Singular Extensions

Daniel Shawul · Post by **Daniel Shawul** » Tue Aug 03, 2010 1:10 am

My goal is also to know the truth. I have been after SE for a couple of months now with no benefit from it whatsoever while I see claims of atleast 40 elo here and there. IMO this has been dis proven already as none of the authors with SE said here they use a TC larger than 5 + 5. Where did that claim come from originally ? Can we see the test results ?

I'm not a "believer". I'm interested in the issue, because I want to know if it's worth spending much time to try to make ttSE work better. Insofar, to me, this test was not complete. The 5+5 result was a urban myth debunking point for Bob, but the 10+10 result was somehow swept under the carpet.

It is not fun to run someone else program , and for a long time at that. I wouldn't do 10 + 10 myself let alone 60 + 60. So for such long time tc requests to be reasonable, the requester must show the requestee some games showing there is indeed a significant gain. Otherwise why would he do games just to disprove someone else's hunch ? Bear in mind that we never had any kind of extensions that scales well with time before..

Don · Post by **Don** » Tue Aug 03, 2010 1:49 am

Daniel Shawul wrote:
The best way to contribute is to run some tests of your own.
So now you are directing the blame elsewhere when a flaw in your test is pointed out. What ? you did 360 or so games and call it a contribution while you assumed I did nothing.

What I'm saying is that all you do is talk.

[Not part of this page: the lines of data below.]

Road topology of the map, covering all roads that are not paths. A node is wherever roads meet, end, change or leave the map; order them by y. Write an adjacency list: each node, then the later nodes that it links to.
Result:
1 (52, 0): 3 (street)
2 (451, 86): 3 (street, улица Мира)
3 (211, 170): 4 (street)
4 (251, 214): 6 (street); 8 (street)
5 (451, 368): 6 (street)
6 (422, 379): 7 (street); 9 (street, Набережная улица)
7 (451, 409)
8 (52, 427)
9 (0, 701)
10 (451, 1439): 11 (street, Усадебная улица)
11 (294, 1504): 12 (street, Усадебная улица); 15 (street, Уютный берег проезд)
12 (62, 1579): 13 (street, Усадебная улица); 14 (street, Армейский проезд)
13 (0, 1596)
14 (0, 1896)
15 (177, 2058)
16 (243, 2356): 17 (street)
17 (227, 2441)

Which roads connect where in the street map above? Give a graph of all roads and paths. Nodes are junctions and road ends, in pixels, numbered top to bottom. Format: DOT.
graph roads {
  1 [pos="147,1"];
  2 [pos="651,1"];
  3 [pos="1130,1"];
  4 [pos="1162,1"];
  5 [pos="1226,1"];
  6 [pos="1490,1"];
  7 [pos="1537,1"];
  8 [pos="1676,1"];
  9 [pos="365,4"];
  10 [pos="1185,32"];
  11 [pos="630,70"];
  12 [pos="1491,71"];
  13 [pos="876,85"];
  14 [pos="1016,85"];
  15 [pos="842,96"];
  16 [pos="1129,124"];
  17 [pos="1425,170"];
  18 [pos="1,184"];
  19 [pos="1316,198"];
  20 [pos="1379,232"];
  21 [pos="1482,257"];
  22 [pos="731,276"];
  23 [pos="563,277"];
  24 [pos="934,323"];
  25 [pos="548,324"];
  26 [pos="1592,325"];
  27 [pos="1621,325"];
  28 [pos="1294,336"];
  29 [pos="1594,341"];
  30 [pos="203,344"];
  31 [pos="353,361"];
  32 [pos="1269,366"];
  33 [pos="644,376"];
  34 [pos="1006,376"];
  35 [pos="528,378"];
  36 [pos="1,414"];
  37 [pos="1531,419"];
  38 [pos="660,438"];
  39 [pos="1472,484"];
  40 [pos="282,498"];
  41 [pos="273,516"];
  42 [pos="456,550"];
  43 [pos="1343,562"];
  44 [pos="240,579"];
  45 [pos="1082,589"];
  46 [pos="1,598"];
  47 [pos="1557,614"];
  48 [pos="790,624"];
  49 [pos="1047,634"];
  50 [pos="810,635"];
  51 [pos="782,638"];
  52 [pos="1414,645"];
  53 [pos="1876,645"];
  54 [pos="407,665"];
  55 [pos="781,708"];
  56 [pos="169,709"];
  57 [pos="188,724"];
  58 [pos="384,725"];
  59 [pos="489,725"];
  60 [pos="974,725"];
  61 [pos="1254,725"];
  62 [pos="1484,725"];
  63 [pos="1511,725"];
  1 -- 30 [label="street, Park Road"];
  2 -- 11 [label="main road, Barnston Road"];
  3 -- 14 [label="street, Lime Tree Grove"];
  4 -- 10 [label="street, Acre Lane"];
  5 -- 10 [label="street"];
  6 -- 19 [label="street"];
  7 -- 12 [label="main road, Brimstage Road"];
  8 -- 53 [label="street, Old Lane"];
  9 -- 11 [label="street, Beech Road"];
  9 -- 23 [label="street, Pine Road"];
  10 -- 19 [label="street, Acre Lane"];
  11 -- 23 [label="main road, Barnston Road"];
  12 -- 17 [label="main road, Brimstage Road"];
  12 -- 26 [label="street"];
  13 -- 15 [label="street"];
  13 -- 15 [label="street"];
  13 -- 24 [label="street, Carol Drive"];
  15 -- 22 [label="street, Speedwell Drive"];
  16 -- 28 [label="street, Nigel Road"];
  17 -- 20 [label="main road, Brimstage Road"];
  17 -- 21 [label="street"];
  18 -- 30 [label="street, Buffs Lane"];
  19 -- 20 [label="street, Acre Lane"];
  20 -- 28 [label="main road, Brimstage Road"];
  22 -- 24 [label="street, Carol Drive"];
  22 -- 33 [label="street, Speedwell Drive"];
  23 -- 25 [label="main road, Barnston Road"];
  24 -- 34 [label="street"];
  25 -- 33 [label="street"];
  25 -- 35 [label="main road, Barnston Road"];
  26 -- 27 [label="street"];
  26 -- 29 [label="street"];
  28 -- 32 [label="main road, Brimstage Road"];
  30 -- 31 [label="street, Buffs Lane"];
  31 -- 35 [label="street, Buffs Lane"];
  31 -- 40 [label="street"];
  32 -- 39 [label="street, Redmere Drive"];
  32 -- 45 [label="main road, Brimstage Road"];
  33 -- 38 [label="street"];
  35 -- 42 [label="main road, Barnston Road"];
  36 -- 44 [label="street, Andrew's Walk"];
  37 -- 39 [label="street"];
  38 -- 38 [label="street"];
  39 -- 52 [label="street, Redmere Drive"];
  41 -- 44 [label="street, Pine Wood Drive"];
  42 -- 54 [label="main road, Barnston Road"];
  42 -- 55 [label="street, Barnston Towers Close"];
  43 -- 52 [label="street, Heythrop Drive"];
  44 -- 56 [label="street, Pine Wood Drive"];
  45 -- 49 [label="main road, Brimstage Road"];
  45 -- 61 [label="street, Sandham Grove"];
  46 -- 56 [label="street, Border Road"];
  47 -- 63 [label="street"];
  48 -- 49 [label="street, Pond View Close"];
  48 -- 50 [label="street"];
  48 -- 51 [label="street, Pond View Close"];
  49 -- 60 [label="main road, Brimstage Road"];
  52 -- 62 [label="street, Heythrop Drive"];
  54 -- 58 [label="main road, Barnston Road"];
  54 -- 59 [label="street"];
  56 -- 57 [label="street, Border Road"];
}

That makes me believe it won't matter how we do our testing, you would find it flawed and always be able to produce some reason why it's not the way you think it should be.

You claim that Bob mysteriously stopped his test, etc. Of course it was suspicious since it did not match what you expected.

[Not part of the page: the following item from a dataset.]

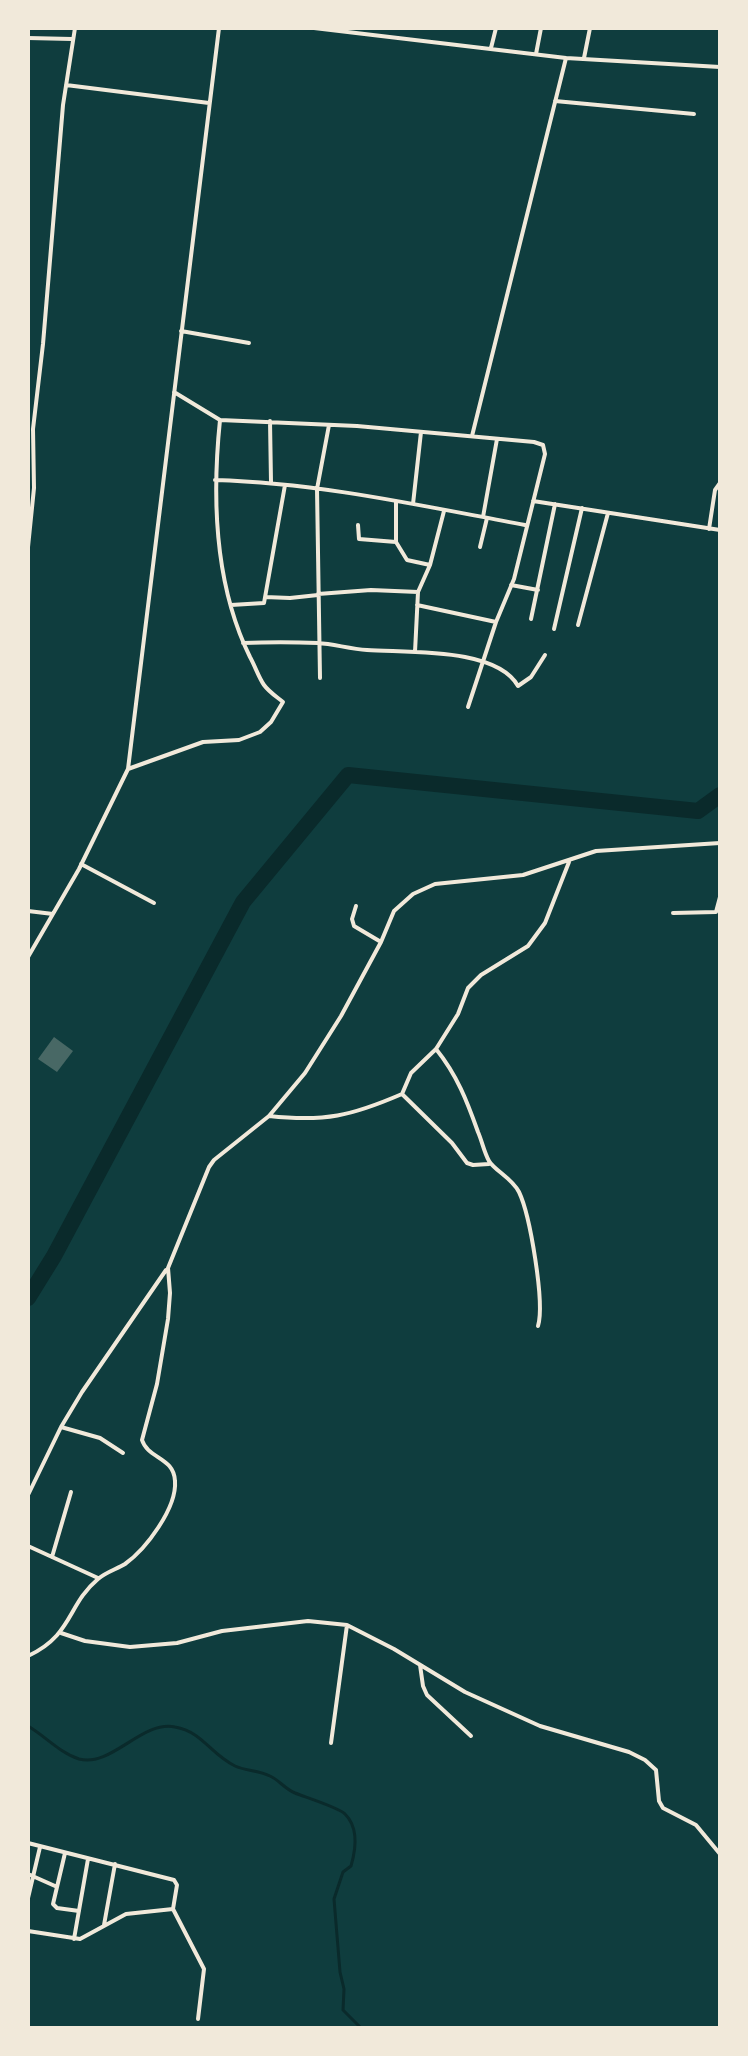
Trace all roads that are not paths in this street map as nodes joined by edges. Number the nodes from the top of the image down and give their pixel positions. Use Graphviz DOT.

I did many games with it with various forms. I have already posted many times here I didn't get anything out of it with various forms of it. I did more than 9000 or so games at 40/30.

So I am supporting fact , and you are relying on hunch.. For starters Scorpio,Crafty,Spike got nothing out of it so far..
Send Doch with the SE option that I can enable/disable so I can do the test down to 1 elo point at 1+1 (same us what you are doing) against many opponents.. Send it and we will see what it is made of.

I actually find it _really_ hard to believe your form of SE , PV node only with 0.8 pawn, gives you results better than stockfish's. Atleast SF does it at every node where there is fail high. That is vastly many many nodes more than what you try it on.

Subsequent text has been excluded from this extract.